━━━━━ EXERCISE DATA
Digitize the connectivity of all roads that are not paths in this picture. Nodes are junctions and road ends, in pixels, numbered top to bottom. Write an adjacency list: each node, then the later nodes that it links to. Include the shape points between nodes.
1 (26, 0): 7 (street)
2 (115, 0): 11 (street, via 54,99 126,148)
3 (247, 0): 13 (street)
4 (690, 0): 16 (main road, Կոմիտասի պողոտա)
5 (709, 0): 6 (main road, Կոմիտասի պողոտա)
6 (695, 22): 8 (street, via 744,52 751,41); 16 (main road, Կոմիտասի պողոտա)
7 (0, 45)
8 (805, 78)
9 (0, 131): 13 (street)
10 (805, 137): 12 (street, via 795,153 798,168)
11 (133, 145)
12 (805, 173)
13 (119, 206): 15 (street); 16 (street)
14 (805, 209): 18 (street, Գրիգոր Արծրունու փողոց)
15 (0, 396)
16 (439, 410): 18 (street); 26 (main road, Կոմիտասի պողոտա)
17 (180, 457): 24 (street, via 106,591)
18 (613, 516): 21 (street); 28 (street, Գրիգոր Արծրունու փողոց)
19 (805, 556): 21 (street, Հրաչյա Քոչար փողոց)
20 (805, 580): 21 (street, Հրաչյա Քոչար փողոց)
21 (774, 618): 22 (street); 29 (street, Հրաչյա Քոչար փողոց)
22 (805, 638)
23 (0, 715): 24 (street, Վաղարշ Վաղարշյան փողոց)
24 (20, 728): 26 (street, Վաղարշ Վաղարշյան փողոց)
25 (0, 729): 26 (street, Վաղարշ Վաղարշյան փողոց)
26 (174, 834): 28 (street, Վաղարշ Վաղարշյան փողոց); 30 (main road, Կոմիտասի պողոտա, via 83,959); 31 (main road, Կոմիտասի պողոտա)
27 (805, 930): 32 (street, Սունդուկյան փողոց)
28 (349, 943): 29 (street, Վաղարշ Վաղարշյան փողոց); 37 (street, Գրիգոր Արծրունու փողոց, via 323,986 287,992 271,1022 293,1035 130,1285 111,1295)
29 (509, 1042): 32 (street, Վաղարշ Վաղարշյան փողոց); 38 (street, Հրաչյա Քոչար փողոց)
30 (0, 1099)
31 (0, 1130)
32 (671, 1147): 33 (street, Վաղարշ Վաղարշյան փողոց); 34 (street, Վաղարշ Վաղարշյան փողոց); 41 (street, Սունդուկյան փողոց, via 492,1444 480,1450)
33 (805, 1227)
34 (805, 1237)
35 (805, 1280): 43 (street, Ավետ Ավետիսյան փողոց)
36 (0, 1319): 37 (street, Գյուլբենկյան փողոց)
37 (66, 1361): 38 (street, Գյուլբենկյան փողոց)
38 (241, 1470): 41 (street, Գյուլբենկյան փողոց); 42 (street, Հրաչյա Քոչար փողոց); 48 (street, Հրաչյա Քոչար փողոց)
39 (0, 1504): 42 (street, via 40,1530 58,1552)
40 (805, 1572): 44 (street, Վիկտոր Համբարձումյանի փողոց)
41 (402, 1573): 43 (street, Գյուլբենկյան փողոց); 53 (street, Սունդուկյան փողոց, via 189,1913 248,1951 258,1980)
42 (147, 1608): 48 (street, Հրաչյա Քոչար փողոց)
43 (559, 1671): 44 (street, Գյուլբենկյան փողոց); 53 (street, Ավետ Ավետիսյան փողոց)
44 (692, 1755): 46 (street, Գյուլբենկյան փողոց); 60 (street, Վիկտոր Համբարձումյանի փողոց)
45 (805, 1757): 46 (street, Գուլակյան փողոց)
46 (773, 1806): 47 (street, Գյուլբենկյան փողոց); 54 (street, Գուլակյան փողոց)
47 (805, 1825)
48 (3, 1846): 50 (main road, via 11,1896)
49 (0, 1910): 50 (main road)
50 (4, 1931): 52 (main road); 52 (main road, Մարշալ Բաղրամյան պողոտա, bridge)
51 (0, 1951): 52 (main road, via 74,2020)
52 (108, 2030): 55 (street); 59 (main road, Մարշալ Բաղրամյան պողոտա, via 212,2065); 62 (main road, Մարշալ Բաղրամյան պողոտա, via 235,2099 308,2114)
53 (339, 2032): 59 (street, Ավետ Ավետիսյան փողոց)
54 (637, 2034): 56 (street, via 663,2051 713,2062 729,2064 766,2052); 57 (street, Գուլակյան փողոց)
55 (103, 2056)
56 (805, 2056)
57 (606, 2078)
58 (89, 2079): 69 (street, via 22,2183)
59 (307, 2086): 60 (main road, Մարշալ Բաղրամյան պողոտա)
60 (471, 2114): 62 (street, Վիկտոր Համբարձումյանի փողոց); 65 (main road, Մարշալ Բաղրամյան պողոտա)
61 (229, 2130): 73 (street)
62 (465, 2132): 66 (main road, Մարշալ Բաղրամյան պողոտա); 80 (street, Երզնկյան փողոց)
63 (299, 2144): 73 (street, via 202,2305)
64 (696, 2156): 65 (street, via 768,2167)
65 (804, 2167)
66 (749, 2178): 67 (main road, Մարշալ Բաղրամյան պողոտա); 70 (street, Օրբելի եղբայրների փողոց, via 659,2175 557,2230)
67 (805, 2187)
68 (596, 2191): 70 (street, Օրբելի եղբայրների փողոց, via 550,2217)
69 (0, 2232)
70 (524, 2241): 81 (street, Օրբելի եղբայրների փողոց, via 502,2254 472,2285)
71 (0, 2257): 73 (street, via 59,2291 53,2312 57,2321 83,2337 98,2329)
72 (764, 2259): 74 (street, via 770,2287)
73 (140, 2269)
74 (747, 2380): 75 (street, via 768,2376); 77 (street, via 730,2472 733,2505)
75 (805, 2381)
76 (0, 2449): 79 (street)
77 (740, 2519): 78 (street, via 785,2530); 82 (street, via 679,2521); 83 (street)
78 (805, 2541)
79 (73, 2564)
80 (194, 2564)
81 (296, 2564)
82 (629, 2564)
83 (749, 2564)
━━━━━━━━━━
• WORK REQUIRED: With no additions or omissions, transcribe every record.

• COMPLETED EXERCISE:
Digitize the connectivity of all roads that are not paths in this picture. Nodes are junctions and road ends, in pixels, numbered top to bottom. Write an adjacency list: each node, then the later nodes that it links to. Include the shape points between nodes.
1 (26, 0): 7 (street)
2 (115, 0): 11 (street, via 54,99 126,148)
3 (247, 0): 13 (street)
4 (690, 0): 16 (main road, Կոմիտասի պողոտա)
5 (709, 0): 6 (main road, Կոմիտասի պողոտա)
6 (695, 22): 8 (street, via 744,52 751,41); 16 (main road, Կոմիտասի պողոտա)
7 (0, 45)
8 (805, 78)
9 (0, 131): 13 (street)
10 (805, 137): 12 (street, via 795,153 798,168)
11 (133, 145)
12 (805, 173)
13 (119, 206): 15 (street); 16 (street)
14 (805, 209): 18 (street, Գրիգոր Արծրունու փողոց)
15 (0, 396)
16 (439, 410): 18 (street); 26 (main road, Կոմիտասի պողոտա)
17 (180, 457): 24 (street, via 106,591)
18 (613, 516): 21 (street); 28 (street, Գրիգոր Արծրունու փողոց)
19 (805, 556): 21 (street, Հրաչյա Քոչար փողոց)
20 (805, 580): 21 (street, Հրաչյա Քոչար փողոց)
21 (774, 618): 22 (street); 29 (street, Հրաչյա Քոչար փողոց)
22 (805, 638)
23 (0, 715): 24 (street, Վաղարշ Վաղարշյան փողոց)
24 (20, 728): 26 (street, Վաղարշ Վաղարշյան փողոց)
25 (0, 729): 26 (street, Վաղարշ Վաղարշյան փողոց)
26 (174, 834): 28 (street, Վաղարշ Վաղարշյան փողոց); 30 (main road, Կոմիտասի պողոտա, via 83,959); 31 (main road, Կոմիտասի պողոտա)
27 (805, 930): 32 (street, Սունդուկյան փողոց)
28 (349, 943): 29 (street, Վաղարշ Վաղարշյան փողոց); 37 (street, Գրիգոր Արծրունու փողոց, via 323,986 287,992 271,1022 293,1035 130,1285 111,1295)
29 (509, 1042): 32 (street, Վաղարշ Վաղարշյան փողոց); 38 (street, Հրաչյա Քոչար փողոց)
30 (0, 1099)
31 (0, 1130)
32 (671, 1147): 33 (street, Վաղարշ Վաղարշյան փողոց); 34 (street, Վաղարշ Վաղարշյան փողոց); 41 (street, Սունդուկյան փողոց, via 492,1444 480,1450)
33 (805, 1227)
34 (805, 1237)
35 (805, 1280): 43 (street, Ավետ Ավետիսյան փողոց)
36 (0, 1319): 37 (street, Գյուլբենկյան փողոց)
37 (66, 1361): 38 (street, Գյուլբենկյան փողոց)
38 (241, 1470): 41 (street, Գյուլբենկյան փողոց); 42 (street, Հրաչյա Քոչար փողոց); 48 (street, Հրաչյա Քոչար փողոց)
39 (0, 1504): 42 (street, via 40,1530 58,1552)
40 (805, 1572): 44 (street, Վիկտոր Համբարձումյանի փողոց)
41 (402, 1573): 43 (street, Գյուլբենկյան փողոց); 53 (street, Սունդուկյան փողոց, via 189,1913 248,1951 258,1980)
42 (147, 1608): 48 (street, Հրաչյա Քոչար փողոց)
43 (559, 1671): 44 (street, Գյուլբենկյան փողոց); 53 (street, Ավետ Ավետիսյան փողոց)
44 (692, 1755): 46 (street, Գյուլբենկյան փողոց); 60 (street, Վիկտոր Համբարձումյանի փողոց)
45 (805, 1757): 46 (street, Գուլակյան փողոց)
46 (773, 1806): 47 (street, Գյուլբենկյան փողոց); 54 (street, Գուլակյան փողոց)
47 (805, 1825)
48 (3, 1846): 50 (main road, via 11,1896)
49 (0, 1910): 50 (main road)
50 (4, 1931): 52 (main road); 52 (main road, Մարշալ Բաղրամյան պողոտա, bridge)
51 (0, 1951): 52 (main road, via 74,2020)
52 (108, 2030): 55 (street); 59 (main road, Մարշալ Բաղրամյան պողոտա, via 212,2065); 62 (main road, Մարշալ Բաղրամյան պողոտա, via 235,2099 308,2114)
53 (339, 2032): 59 (street, Ավետ Ավետիսյան փողոց)
54 (637, 2034): 56 (street, via 663,2051 713,2062 729,2064 766,2052); 57 (street, Գուլակյան փողոց)
55 (103, 2056)
56 (805, 2056)
57 (606, 2078)
58 (89, 2079): 69 (street, via 22,2183)
59 (307, 2086): 60 (main road, Մարշալ Բաղրամյան պողոտա)
60 (471, 2114): 62 (street, Վիկտոր Համբարձումյանի փողոց); 65 (main road, Մարշալ Բաղրամյան պողոտա)
61 (229, 2130): 73 (street)
62 (465, 2132): 66 (main road, Մարշալ Բաղրամյան պողոտա); 80 (street, Երզնկյան փողոց)
63 (299, 2144): 73 (street, via 202,2305)
64 (696, 2156): 65 (street, via 768,2167)
65 (804, 2167)
66 (749, 2178): 67 (main road, Մարշալ Բաղրամյան պողոտա); 70 (street, Օրբելի եղբայրների փողոց, via 659,2175 557,2230)
67 (805, 2187)
68 (596, 2191): 70 (street, Օրբելի եղբայրների փողոց, via 550,2217)
69 (0, 2232)
70 (524, 2241): 81 (street, Օրբելի եղբայրների փողոց, via 502,2254 472,2285)
71 (0, 2257): 73 (street, via 59,2291 53,2312 57,2321 83,2337 98,2329)
72 (764, 2259): 74 (street, via 770,2287)
73 (140, 2269)
74 (747, 2380): 75 (street, via 768,2376); 77 (street, via 730,2472 733,2505)
75 (805, 2381)
76 (0, 2449): 79 (street)
77 (740, 2519): 78 (street, via 785,2530); 82 (street, via 679,2521); 83 (street)
78 (805, 2541)
79 (73, 2564)
80 (194, 2564)
81 (296, 2564)
82 (629, 2564)
83 (749, 2564)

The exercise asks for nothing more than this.